Nilsen is coming off an Olympic trials effort in which he did not miss a vault until he won the event and took a crack at 6 meters (or 19 feet, 8 1/4 inches).

He has improved throughout 2021, to get to a point where he clears 19 feet consistently, including 19 feet, 4 1/4 inches to win the trials. Miles believes this year’s field is as deep as any in Olympic history, as Nilsen contends with Duplantis and fellow American Sam Kendricks, a nine-time national champion who holds the United States record (6.06 meters). Former Baylor standout KC Lightfoot also cleared 6 meters at an 2021 NCAA indoor meet.

Nilsen beat Kendricks and Lightfoot at the trials and topped Duplantis at the 2019 NCAA Division I outdoor championships. Despite acknowledging he can contend with the best, Nilsen won’t commit to admitting he is a favorite, especially knowing he will likely have to clear 6 meters to win, which is something he has never done.

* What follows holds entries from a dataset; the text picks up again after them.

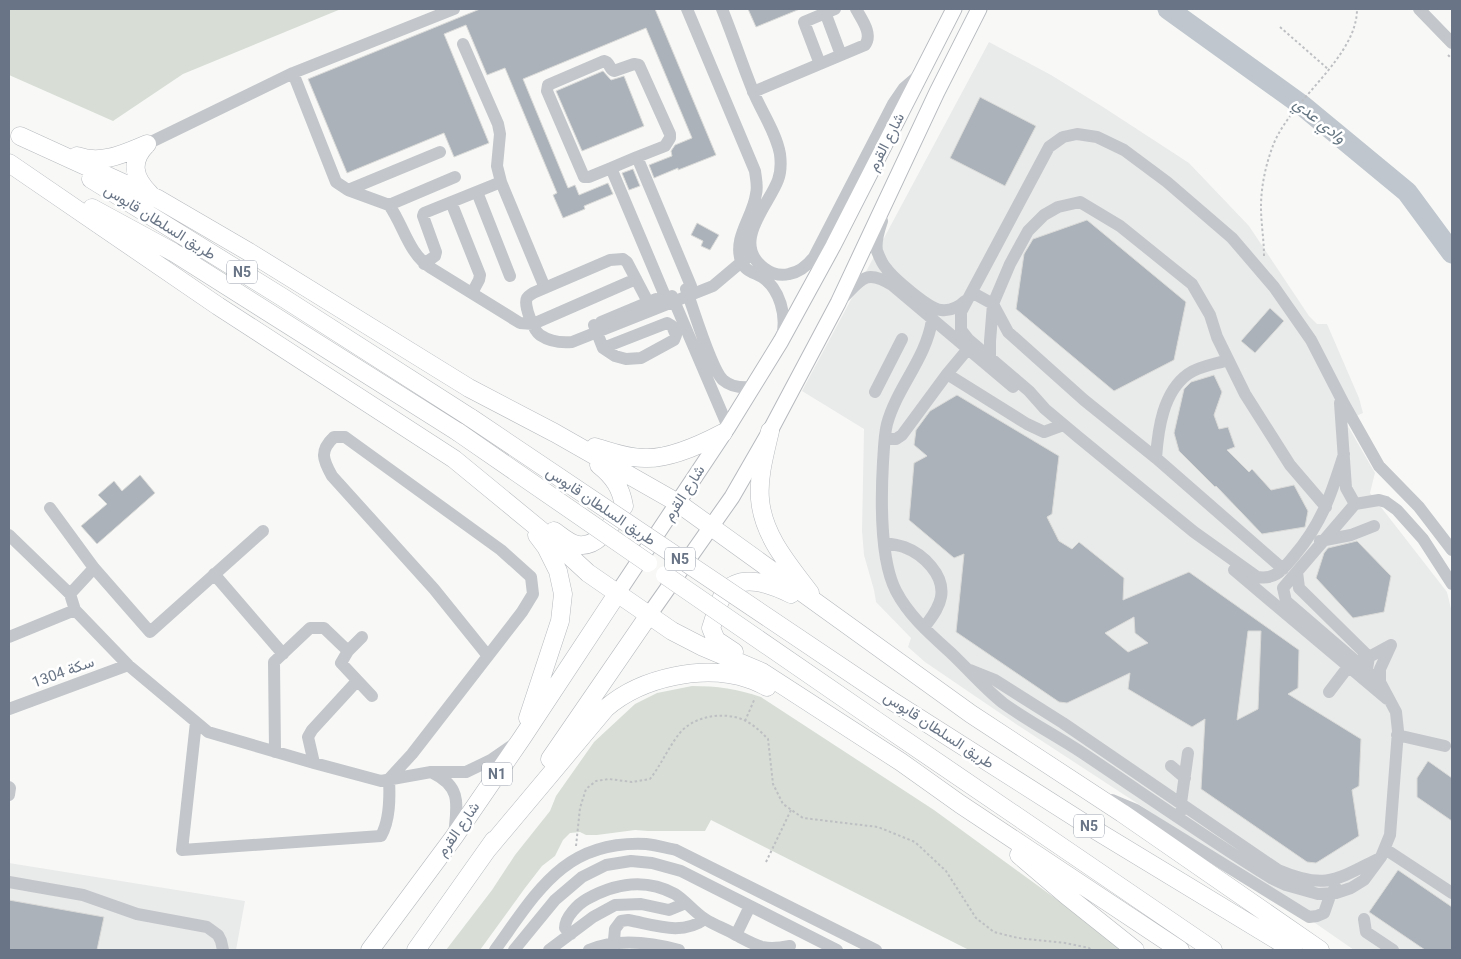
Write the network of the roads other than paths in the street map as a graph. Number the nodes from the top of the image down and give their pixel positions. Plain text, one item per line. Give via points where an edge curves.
1 (454, 9) edge
2 (687, 9) edge
3 (722, 9) edge
4 (856, 9) edge
5 (979, 9) edge
6 (1419, 9) edge
7 (830, 10) edge
8 (953, 11) edge
9 (1427, 14) edge
10 (1452, 42) edge
11 (463, 44) dead end
12 (841, 55) junction
13 (820, 64) junction
14 (921, 73) junction
15 (293, 74) junction
16 (753, 92) junction
17 (14, 133) edge
18 (147, 144) junction
19 (440, 152) dead end
20 (638, 157) junction
21 (9, 162) edge
22 (611, 168) junction
23 (455, 177) dead end
24 (501, 182) junction
25 (894, 182) junction
26 (348, 190) junction
27 (477, 192) junction
28 (154, 198) junction
29 (451, 202) junction
30 (389, 205) junction
31 (757, 209) junction
32 (753, 255) junction
33 (742, 262) junction
34 (424, 264) junction
35 (510, 276) dead end
36 (636, 279) junction
37 (545, 288) junction
38 (688, 290) junction
39 (472, 293) junction
40 (972, 293) junction
41 (670, 297) junction
42 (648, 302) junction
43 (838, 303) junction
44 (993, 304) junction
45 (932, 320) junction
46 (533, 324) junction
47 (596, 328) junction
48 (902, 339) dead end
49 (956, 340) junction
50 (781, 341) junction
51 (926, 347) junction
52 (604, 348) junction
53 (967, 350) junction
54 (990, 357) junction
55 (1228, 360) junction
56 (947, 374) junction
57 (752, 387) junction
58 (875, 392) dead end
59 (1338, 393) junction
60 (1045, 409) junction
61 (1063, 425) junction
62 (726, 430) junction
63 (770, 431) junction
64 (555, 433) junction
65 (886, 439) junction
66 (1344, 454) junction
67 (1156, 458) junction
68 (678, 503) junction
69 (1355, 504) junction
70 (1326, 507) junction
71 (50, 508) dead end
72 (515, 508) junction
73 (1374, 526) dead end
74 (712, 527) junction
75 (263, 531) dead end
76 (1194, 532) junction
77 (9, 534) edge
78 (1308, 540) junction
79 (1323, 541) junction
80 (884, 543) junction
81 (1452, 550) edge
82 (94, 568) junction
83 (1283, 568) junction
84 (1297, 572) junction
85 (214, 574) junction
86 (1452, 584) edge
87 (70, 594) junction
88 (617, 594) junction
89 (823, 609) junction
90 (75, 610) junction
91 (649, 615) junction
92 (924, 628) junction
93 (9, 637) edge
94 (362, 637) dead end
95 (348, 651) junction
96 (283, 654) junction
97 (488, 656) junction
98 (1370, 656) junction
99 (1350, 662) junction
100 (128, 665) junction
101 (968, 669) junction
102 (1366, 676) junction
103 (761, 678) junction
104 (358, 681) junction
105 (1380, 682) junction
106 (1329, 692) dead end
107 (372, 696) dead end
108 (1388, 700) junction
109 (9, 709) edge
110 (196, 722) junction
111 (1063, 723) junction
112 (1046, 730) junction
113 (1397, 735) junction
114 (522, 738) junction
115 (1445, 746) dead end
116 (275, 752) junction
117 (1188, 753) dead end
118 (410, 756) junction
119 (314, 764) junction
120 (1171, 766) dead end
121 (424, 773) junction
122 (1185, 778) junction
123 (389, 779) junction
124 (1074, 782) junction
125 (9, 787) edge
126 (9, 795) edge
127 (1181, 803) junction
128 (960, 804) junction
129 (1185, 822) junction
130 (454, 837) junction
131 (487, 850) junction
132 (1383, 853) junction
133 (1346, 876) junction
134 (9, 882) edge
135 (1331, 893) junction
136 (1452, 893) edge
137 (686, 904) junction
138 (750, 906) junction
139 (705, 919) junction
140 (1364, 919) dead end
141 (798, 930) junction
142 (571, 934) junction
143 (736, 934) junction
144 (613, 947) edge
145 (789, 948) edge
146 (222, 950) edge
147 (370, 950) edge
148 (416, 950) edge
149 (495, 950) edge
150 (514, 950) edge
151 (549, 950) edge
152 (589, 950) edge
153 (679, 950) edge
154 (837, 950) edge
155 (876, 950) edge
156 (1135, 950) edge
157 (1180, 950) edge
158 (1213, 950) edge
159 (1293, 950) edge
160 (1320, 950) edge
161 (1393, 950) edge

1 - 15 street
2 - 31 street via 753,166 757,182
3 - 16 street
4 - 12 street via 868,34 867,43
5 - 25 main road, شارع القرم
6 - 9 street
7 - 12 street
7 - 13 street via 804,22
8 - 14 main road, شارع القرم
9 - 10 street
11 - 24 street via 498,124 497,166
12 - 13 street
13 - 16 street
14 - 32 street via 904,88 893,104 809,264 798,271 780,275 761,266
14 - 50 main road, شارع القرم
15 - 18 street
15 - 26 street via 334,178 339,186
16 - 31 street via 775,140 780,161 778,180
17 - 18 highway via 89,159 115,156
17 - 28 highway
17 - 159 highway, طريق السلطان قابوس / N5, bridge via 282,296 471,418 889,699 1087,825
18 - 28 highway via 138,155 136,174 138,181
19 - 26 street
20 - 22 street
20 - 22 street via 665,146 670,138 639,65 614,71 604,61 548,85 547,91 584,177
20 - 38 street
21 - 72 highway via 218,306 454,459
21 - 158 highway, طريق السلطان قابوس / N5, bridge via 173,252 458,432
22 - 41 street
23 - 30 street
24 - 27 street
24 - 37 street
25 - 40 street via 878,233 877,250 885,268 928,305 939,310 959,307
25 - 43 main road, شارع القرم
26 - 30 street
27 - 29 street
27 - 35 street
28 - 64 highway via 257,257 470,388
29 - 34 street via 427,211 423,216 436,252
29 - 39 street via 480,275
30 - 34 street via 412,250
31 - 32 street via 751,242
31 - 33 street via 740,240
32 - 33 street
33 - 38 street via 724,277
33 - 50 street via 748,271 768,283 778,298 784,324
34 - 39 street
36 - 37 street via 626,262 616,259
36 - 42 street
36 - 46 street
37 - 46 street via 526,301
38 - 41 street
38 - 57 street via 721,378 736,386
39 - 46 street via 520,323
40 - 44 street
40 - 54 street via 961,312 961,330
40 - 59 street via 1049,147 1076,134 1097,137 1124,150 1232,238 1274,287 1304,329
41 - 42 street
41 - 47 street
41 - 62 street
42 - 47 street
43 - 45 street via 865,277 871,276 892,285
43 - 63 main road, شارع القرم
44 - 54 street
44 - 55 street via 1028,231 1058,207 1080,202 1120,226 1192,284 1210,315
44 - 67 street via 1008,332 1084,400
45 - 49 street
45 - 51 street
46 - 47 street via 538,334 547,339 567,342 576,341
47 - 52 street
48 - 58 street
49 - 51 street via 937,339
49 - 53 street
50 - 57 main road, شارع القرم
51 - 65 street via 897,400 887,424
52 - 52 street via 626,359 641,358 676,336 667,323
53 - 56 street
53 - 60 street via 1026,398
54 - 60 street
55 - 67 street via 1189,373 1173,389 1164,408
55 - 70 street via 1245,394 1290,465
56 - 61 street via 1044,432
56 - 65 street via 902,435
57 - 62 main road, شارع القرم
59 - 66 street
59 - 81 street via 1379,466 1419,507
60 - 61 street
61 - 76 street
62 - 64 highway via 701,444 646,459 616,454
62 - 68 main road, شارع القرم
63 - 74 main road, شارع القرم
63 - 89 highway via 760,499 767,528 779,552
64 - 68 highway
64 - 72 highway via 611,474 622,492 624,506 605,532 589,545 576,545
65 - 80 street via 883,464
66 - 69 street via 1346,488
66 - 70 street
67 - 83 street
68 - 74 highway
68 - 88 main road, شارع القرم
69 - 79 street
69 - 86 street via 1379,500 1392,506 1423,539
70 - 78 street
71 - 82 street
72 - 88 highway via 588,573
72 - 114 highway via 546,547 558,571 562,594 560,621
73 - 79 street
74 - 89 highway
74 - 91 main road, شارع القرم
75 - 85 street
76 - 83 street via 1257,577 1266,578 1280,573
76 - 99 street via 1221,559
77 - 87 street
78 - 79 street
78 - 83 street
79 - 84 street
80 - 92 street via 895,589 912,617
80 - 92 street via 916,553 937,575 942,589 941,599
82 - 85 street via 150,632
82 - 87 street
84 - 98 street via 1299,588
84 - 99 street via 1283,588 1286,601
85 - 96 street
87 - 90 street
88 - 91 highway
88 - 114 highway, شارع القرم / N1
89 - 103 highway via 759,582 734,585 725,592 711,628 713,634
89 - 124 highway
90 - 93 street
90 - 100 street
91 - 103 highway via 672,631
91 - 131 highway, شارع القرم / N1
92 - 101 street
94 - 95 street
95 - 96 street via 324,628 310,628
95 - 104 street via 341,663
96 - 116 street via 274,662
97 - 97 street via 533,594 531,577 501,550 345,437 334,437 326,444 324,453 332,476 434,589
97 - 118 street
98 - 99 street
98 - 102 street
98 - 105 street via 1391,645 1380,669
99 - 102 street
99 - 106 street
100 - 109 street, سكة 1304
100 - 110 street
101 - 111 street via 995,680
101 - 112 street via 980,684 1004,703
102 - 105 street
102 - 108 street
103 - 128 highway via 777,691 902,762
103 - 131 highway via 707,673 664,679 631,690 606,708
104 - 107 street
104 - 119 street via 320,719 308,737
105 - 108 street
108 - 113 street via 1397,717
110 - 116 street via 208,732
110 - 123 street via 182,850 381,836 386,827
111 - 112 street
111 - 127 street
112 - 129 street
113 - 115 street
113 - 132 street via 1392,829
114 - 121 street via 491,760 466,772
114 - 130 highway, شارع القرم / N1
116 - 119 street
117 - 122 street
118 - 121 street
118 - 123 street
119 - 123 street via 381,781
120 - 122 street
121 - 123 street
121 - 130 street via 446,779 453,790 456,801
122 - 127 street
124 - 135 street via 1136,810 1309,917 1324,913
124 - 160 highway
125 - 126 street
127 - 129 street
127 - 133 street via 1278,870 1308,880 1333,881
128 - 156 highway
128 - 157 highway
129 - 135 street via 1271,878 1310,892
130 - 147 highway, شارع القرم / N1
131 - 148 highway, شارع القرم / N1
132 - 133 street
132 - 135 street via 1364,880 1351,888
132 - 136 street
133 - 135 street
134 - 146 street via 83,894 137,914 207,926 218,935
137 - 139 street
137 - 142 street via 669,910 641,904 615,905
137 - 142 street via 675,894 644,884 615,886 585,900 568,917 565,928
138 - 141 street
138 - 143 street
138 - 150 street via 674,869 631,861 606,865 582,876 555,900
139 - 143 street
139 - 144 street via 681,929 625,920 616,926
140 - 161 street via 1366,932
141 - 145 street
141 - 154 street
142 - 151 street
143 - 145 street via 758,947
144 - 152 street
144 - 153 street via 636,942
149 - 155 street via 549,878 594,850 620,844 648,844 676,850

“It’s like every other meet you’ve gone to in the past — you just try to win,” Nilsen said. “Obviously it’s going to be a little harder, because Mondo Duplantis has been on or over 6 meters at every meet for the last few months. So you expect him to break that and to expect him to not continue that would be a mistake on my part.”

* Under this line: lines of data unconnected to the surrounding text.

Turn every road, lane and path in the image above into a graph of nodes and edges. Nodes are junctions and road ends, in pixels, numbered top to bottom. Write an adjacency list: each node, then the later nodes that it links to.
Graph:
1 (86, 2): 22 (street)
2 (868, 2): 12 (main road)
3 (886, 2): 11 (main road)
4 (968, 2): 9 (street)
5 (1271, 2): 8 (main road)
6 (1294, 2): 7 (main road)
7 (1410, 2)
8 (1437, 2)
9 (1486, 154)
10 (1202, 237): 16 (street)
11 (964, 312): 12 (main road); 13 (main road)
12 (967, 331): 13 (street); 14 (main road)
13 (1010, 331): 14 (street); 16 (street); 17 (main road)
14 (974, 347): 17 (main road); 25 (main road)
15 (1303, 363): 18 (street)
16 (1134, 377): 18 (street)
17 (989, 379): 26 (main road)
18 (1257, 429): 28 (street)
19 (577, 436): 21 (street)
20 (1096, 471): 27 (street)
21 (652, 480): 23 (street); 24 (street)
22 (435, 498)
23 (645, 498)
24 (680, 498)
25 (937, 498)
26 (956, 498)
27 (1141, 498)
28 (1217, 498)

Winning the Olympics could provide a variety of financial rewards for Nilsen in the future and even medaling will increase appearance fees for international meets in the aftermath of the Olympics, and while they rarely chat about the Olympic experience, Miles has attempted to ensure Nilsen takes time to consider the long-term internal gratitude that comes with an Olympic medal.

“I made a bunch of money in my career,” Miles said, “but when I walk into the lower level of my house and look into the cabinet at my Olympic medal, I don’t think about any of the money I made. That is the thing that matters. It’s a side that matters because you have to pay your bills next month, but down the road it doesn’t matter. Who cares? It’s about what you have that you can look at and enjoy for the rest of your life.”

Regardless of the outcome in Tokyo, Nilsen expects to be back on the pole vault runway a week later. Where that will be is still a mystery. His agent, Karen Locke, will inform him shortly before and Nilsen rarely balks at the chance to compete.

Still, he plans to call Vermillion home for the foreseeable future. That is until he decides otherwise. When or if that happens? Nilsen says, “I’ll just go where the wind blows me.”